## [PROVIDED INFORMATION]

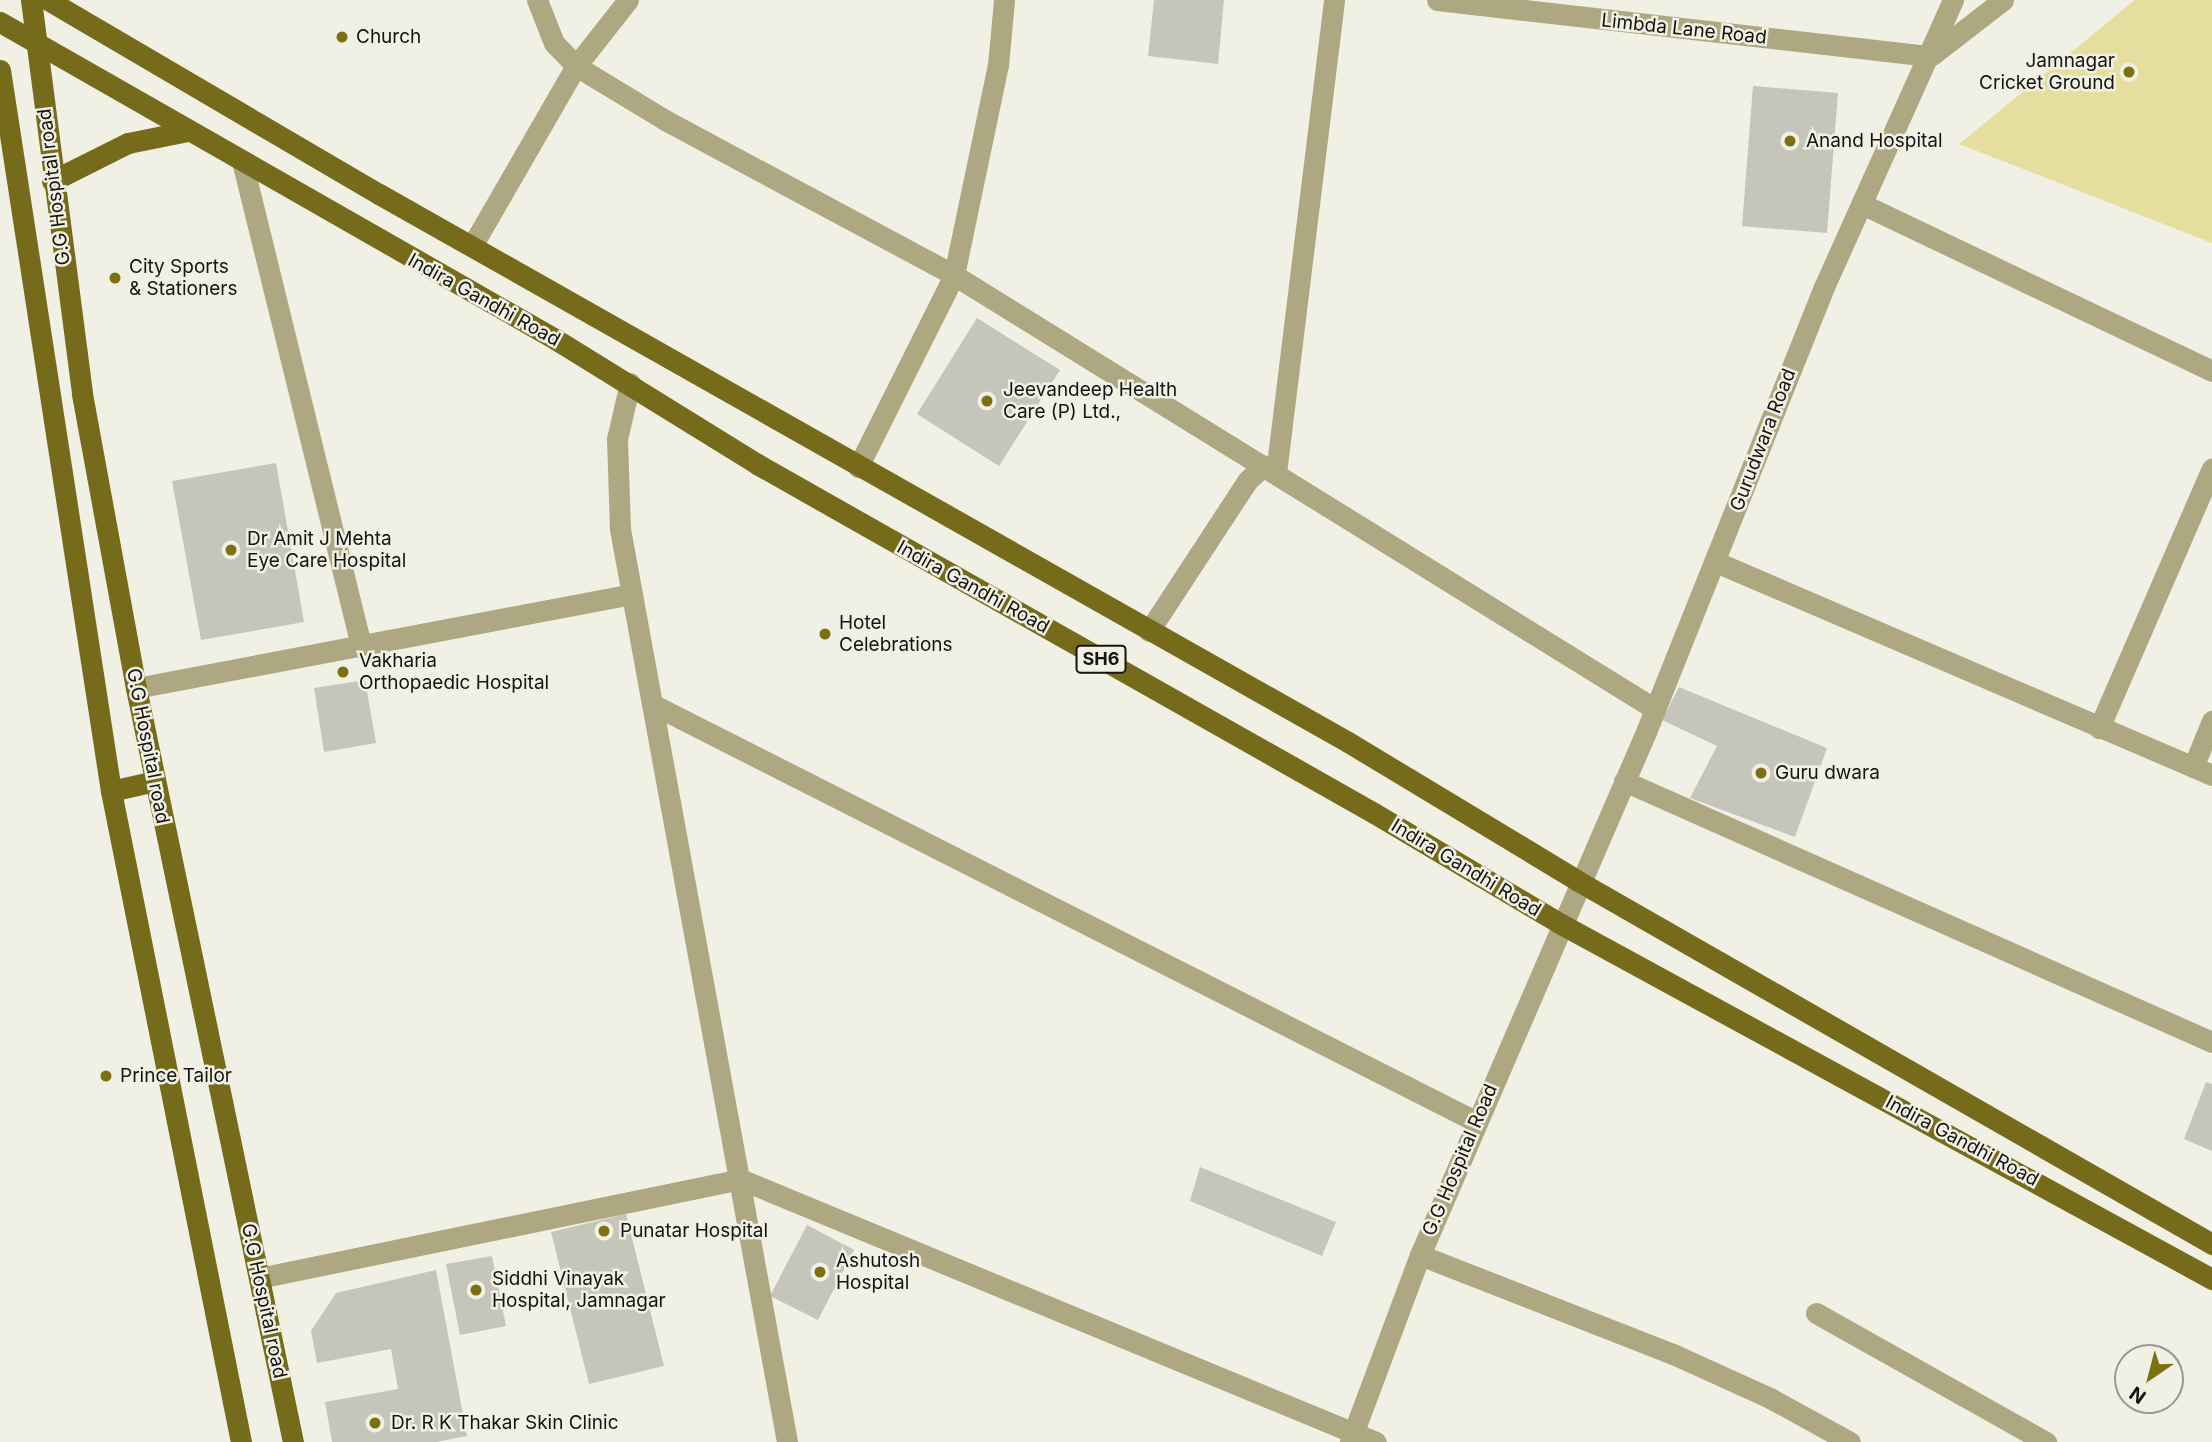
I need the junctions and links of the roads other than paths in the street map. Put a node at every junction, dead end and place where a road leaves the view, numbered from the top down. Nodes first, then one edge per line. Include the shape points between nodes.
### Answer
1 (31, 0) edge
2 (48, 0) edge
3 (537, 0) edge
4 (628, 0) edge
5 (1004, 0) edge
6 (1334, 0) edge
7 (1437, 0) edge
8 (1953, 0) edge
9 (2003, 0) edge
10 (1549, 7) edge
11 (0, 22) edge
12 (37, 44) junction
13 (1930, 56) junction
14 (576, 66) junction
15 (0, 69) edge
16 (188, 131) junction
17 (6, 160) edge
18 (242, 161) junction
19 (52, 181) junction
20 (1862, 204) junction
21 (472, 246) junction
22 (954, 275) junction
23 (2212, 371) edge
24 (630, 383) junction
25 (858, 467) junction
26 (2212, 468) edge
27 (1270, 469) junction
28 (1716, 562) junction
29 (632, 594) junction
30 (1149, 631) junction
31 (361, 645) junction
32 (135, 688) junction
33 (652, 704) junction
34 (1655, 709) junction
35 (2212, 721) edge
36 (2099, 728) junction
37 (2202, 771) edge
38 (155, 781) junction
39 (1624, 781) junction
40 (111, 791) junction
41 (1578, 881) junction
42 (1561, 925) junction
43 (2212, 1042) edge
44 (1477, 1122) junction
45 (740, 1179) junction
46 (2212, 1244) edge
47 (1420, 1255) junction
48 (259, 1278) junction
49 (2212, 1279) edge
50 (1816, 1313) dead end
51 (1352, 1437) edge
52 (241, 1442) edge
53 (293, 1442) edge
54 (787, 1442) edge
55 (1376, 1442) edge
56 (1850, 1442) edge
57 (2046, 1442) edge

1 - 12 main road, G.G Hospital road
2 - 21 main road, Indira Gandhi Road / SH6
3 - 14 street via 554,43
4 - 14 street
5 - 22 street via 998,65
6 - 27 street
7 - 10 street, Limbda Lane Road
8 - 13 street, Gurudwara Road
9 - 13 street
10 - 13 street, Limbda Lane Road
11 - 12 main road, Indira Gandhi Road / SH6
12 - 16 main road, Indira Gandhi Road / SH6
12 - 19 main road, G.G Hospital road
13 - 20 street, Gurudwara Road
14 - 21 street
14 - 22 street via 665,120
15 - 17 main road, G.G Hospital road
16 - 18 main road, Indira Gandhi Road / SH6
16 - 19 main road via 128,143
17 - 40 main road, G.G Hospital road
18 - 24 main road, Indira Gandhi Road / SH6
18 - 31 street
19 - 32 main road, G.G Hospital road via 82,394
20 - 23 street
20 - 28 street, Gurudwara Road via 1800,343
21 - 25 main road, Indira Gandhi Road / SH6
22 - 25 street
22 - 27 street
24 - 29 street via 617,439 620,530
24 - 42 main road, Indira Gandhi Road / SH6 via 757,464 1374,813
25 - 30 main road, Indira Gandhi Road / SH6
26 - 36 street
27 - 30 street via 1247,481
27 - 34 street
28 - 34 street, Gurudwara Road
28 - 36 street
29 - 31 street
29 - 33 street
30 - 41 main road, Indira Gandhi Road / SH6 via 1348,742
31 - 32 street
32 - 38 main road, G.G Hospital road
33 - 44 street
33 - 45 street
34 - 39 street, Gurudwara Road
35 - 37 street
36 - 37 street
38 - 40 main road
38 - 48 main road, G.G Hospital road
39 - 41 street, Gurudwara Road
39 - 43 street
40 - 52 main road, G.G Hospital road
41 - 42 street, G.G Hospital Road
41 - 46 main road, Indira Gandhi Road / SH6
42 - 44 street, G.G Hospital Road
42 - 49 main road, Indira Gandhi Road / SH6
44 - 47 street, G.G Hospital Road
45 - 48 street
45 - 51 street
45 - 54 street
47 - 51 street, G.G Hospital Road
47 - 56 street via 1673,1354 1770,1398
48 - 53 main road, G.G Hospital road
50 - 57 street
51 - 55 street

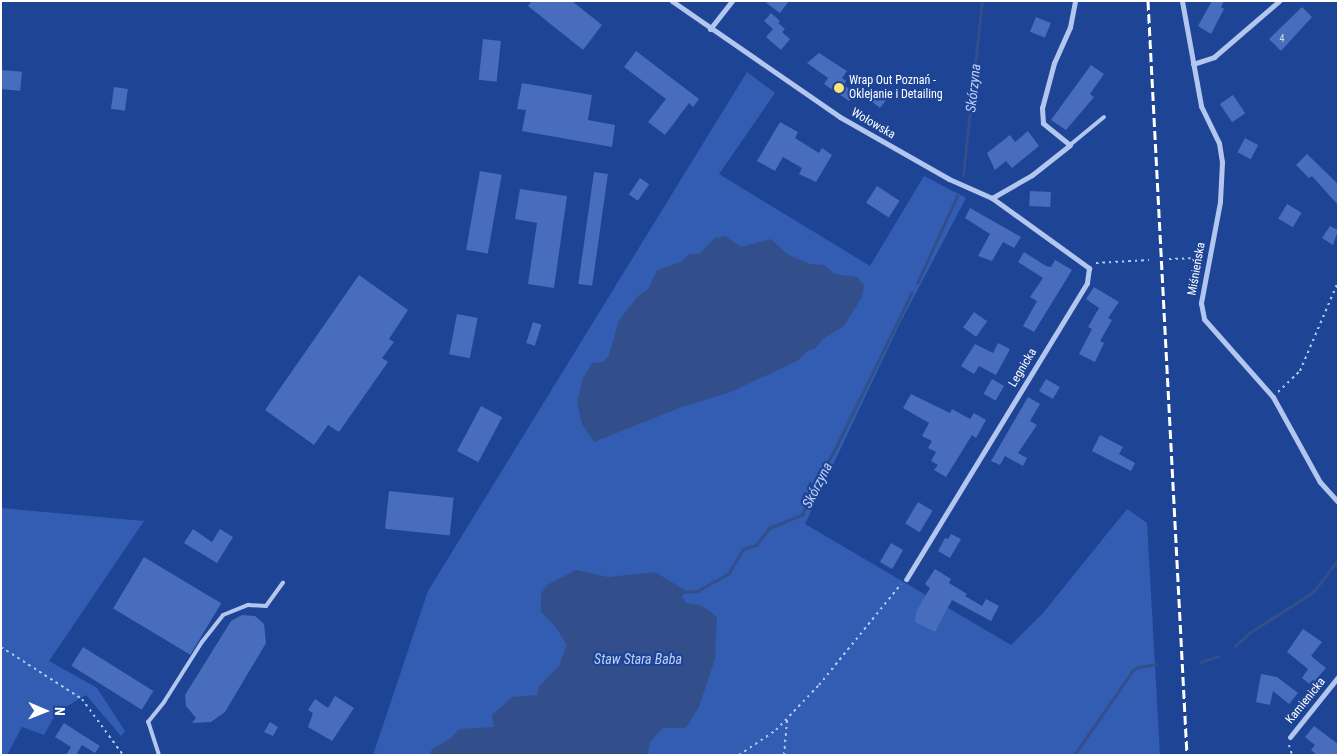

## [WORK TO BE COMPLETED]
Work out how many lines in the preceding data include the word "Gandhi". State only that number.

## [RESPONSE FOR THIS EXERCISE]
11